Museum Receives $100 Million Art Collection

By: Hilary Nangle

September 2007

WATERVILLE, MAINE—Late last spring, the Colby College Museum of Art received an art collection valued at approximately $100 million that includes a large concentration of James McNeill Whistler prints. “It’s the largest donation ever to Colby, let alone the museum,” says museum director Sharon Corwin. “It’s an extraordinarily generous gift that takes our museum to another level.”

Given by Peter H. and Paula Crane Lunder, the collection is comprised of more than 500 paintings, sculptures and prints, including 464 works by American masters, including John Singer Sargent, Mary Cassatt, Winslow Homer, Edward Hopper, Georgia O’Keeffe, Donald Judd, Sol LeWitt and Alex Katz.

The 201 Whistler prints and supporting materials represent the largest single collection of works by the artist given to an American academic museum. “The depth of the collection in terms of its Whistler is well-suited to our mission as a teaching institution, and it showcases his great range and virtuosity. The quality of some of the impressions is unparalleled,” Corwin says of the 201 prints and supporting materials.

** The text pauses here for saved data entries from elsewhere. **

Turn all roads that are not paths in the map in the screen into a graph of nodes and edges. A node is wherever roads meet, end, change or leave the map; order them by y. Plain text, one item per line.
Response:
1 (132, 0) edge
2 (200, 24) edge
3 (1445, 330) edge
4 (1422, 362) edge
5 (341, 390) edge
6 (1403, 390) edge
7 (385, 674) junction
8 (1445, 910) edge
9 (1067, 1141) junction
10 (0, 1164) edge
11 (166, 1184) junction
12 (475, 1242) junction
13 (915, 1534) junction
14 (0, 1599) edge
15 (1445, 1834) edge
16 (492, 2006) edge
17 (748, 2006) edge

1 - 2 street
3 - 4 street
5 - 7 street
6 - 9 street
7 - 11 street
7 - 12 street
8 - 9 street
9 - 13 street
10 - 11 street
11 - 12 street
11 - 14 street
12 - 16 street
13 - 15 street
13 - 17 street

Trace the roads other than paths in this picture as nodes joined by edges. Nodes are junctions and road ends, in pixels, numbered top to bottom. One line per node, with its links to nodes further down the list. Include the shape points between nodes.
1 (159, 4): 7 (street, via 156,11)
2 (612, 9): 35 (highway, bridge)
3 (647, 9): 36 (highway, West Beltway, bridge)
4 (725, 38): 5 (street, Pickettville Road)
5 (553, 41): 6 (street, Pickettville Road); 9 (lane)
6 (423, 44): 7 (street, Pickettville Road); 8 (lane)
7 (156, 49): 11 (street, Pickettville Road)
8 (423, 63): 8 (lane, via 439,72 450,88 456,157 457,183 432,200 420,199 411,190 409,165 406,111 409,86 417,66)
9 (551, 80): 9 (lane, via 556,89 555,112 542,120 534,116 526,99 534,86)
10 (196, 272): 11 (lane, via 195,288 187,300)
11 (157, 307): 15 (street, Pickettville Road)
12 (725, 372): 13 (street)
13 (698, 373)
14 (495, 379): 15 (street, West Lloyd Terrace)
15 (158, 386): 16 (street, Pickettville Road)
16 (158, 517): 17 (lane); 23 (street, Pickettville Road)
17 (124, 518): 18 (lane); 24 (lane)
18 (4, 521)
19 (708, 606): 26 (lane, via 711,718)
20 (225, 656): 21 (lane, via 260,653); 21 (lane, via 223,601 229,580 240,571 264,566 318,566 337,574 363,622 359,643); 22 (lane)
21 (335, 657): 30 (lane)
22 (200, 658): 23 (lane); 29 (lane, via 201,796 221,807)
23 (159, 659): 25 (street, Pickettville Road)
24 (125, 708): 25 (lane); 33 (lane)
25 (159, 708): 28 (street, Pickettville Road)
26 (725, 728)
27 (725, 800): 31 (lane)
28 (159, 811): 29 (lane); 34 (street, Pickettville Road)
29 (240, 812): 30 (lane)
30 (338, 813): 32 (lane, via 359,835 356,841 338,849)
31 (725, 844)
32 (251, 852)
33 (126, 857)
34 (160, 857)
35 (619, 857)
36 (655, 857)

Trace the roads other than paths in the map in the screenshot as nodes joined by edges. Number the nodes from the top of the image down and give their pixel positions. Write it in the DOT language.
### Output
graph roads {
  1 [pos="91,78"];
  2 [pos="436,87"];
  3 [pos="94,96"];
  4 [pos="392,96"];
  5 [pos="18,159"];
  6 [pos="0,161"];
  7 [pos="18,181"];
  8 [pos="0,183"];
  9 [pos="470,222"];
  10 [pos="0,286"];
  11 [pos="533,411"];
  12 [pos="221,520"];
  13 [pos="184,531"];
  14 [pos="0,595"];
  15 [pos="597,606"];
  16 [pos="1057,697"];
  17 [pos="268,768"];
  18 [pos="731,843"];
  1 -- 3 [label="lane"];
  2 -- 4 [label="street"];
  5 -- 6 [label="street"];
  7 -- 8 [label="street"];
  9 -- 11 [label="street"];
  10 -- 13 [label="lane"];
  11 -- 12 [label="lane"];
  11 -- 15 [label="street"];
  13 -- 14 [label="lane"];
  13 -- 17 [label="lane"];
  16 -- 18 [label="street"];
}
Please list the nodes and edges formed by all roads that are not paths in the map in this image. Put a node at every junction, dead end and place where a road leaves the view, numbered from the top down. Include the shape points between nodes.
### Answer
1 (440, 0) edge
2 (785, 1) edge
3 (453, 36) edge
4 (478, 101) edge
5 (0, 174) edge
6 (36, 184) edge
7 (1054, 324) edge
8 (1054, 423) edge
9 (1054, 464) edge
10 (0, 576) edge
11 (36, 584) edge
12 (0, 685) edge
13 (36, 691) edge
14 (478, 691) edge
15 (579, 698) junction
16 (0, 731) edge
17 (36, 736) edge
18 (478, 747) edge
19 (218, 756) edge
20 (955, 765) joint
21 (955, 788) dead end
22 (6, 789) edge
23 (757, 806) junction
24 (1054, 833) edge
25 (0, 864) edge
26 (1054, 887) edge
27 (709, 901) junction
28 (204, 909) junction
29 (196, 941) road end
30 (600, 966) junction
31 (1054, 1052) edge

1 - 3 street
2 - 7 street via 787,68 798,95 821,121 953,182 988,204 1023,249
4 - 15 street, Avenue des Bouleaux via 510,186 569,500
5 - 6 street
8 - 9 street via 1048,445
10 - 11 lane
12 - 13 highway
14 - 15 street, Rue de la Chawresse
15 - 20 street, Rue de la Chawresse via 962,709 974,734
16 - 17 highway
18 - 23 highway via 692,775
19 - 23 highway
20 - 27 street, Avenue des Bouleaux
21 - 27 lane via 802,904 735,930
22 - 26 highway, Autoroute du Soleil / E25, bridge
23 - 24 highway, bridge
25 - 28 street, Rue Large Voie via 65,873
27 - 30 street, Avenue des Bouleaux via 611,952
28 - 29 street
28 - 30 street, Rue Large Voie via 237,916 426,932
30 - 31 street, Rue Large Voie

More than 80 works included in the donation are currently on exhibit. That will increase to 200 works in 2009, when the museum celebrates its 50th anniversary. By 2013—when the museum expects a major portion of the gift to be in its possession—the 24,000-square-foot museum will open a new wing of approximately 10,000 square feet with galleries dedicated to the permanent display of works from the gift. With the expansion, Corwin says, the museum will have the largest exhibition space in Maine.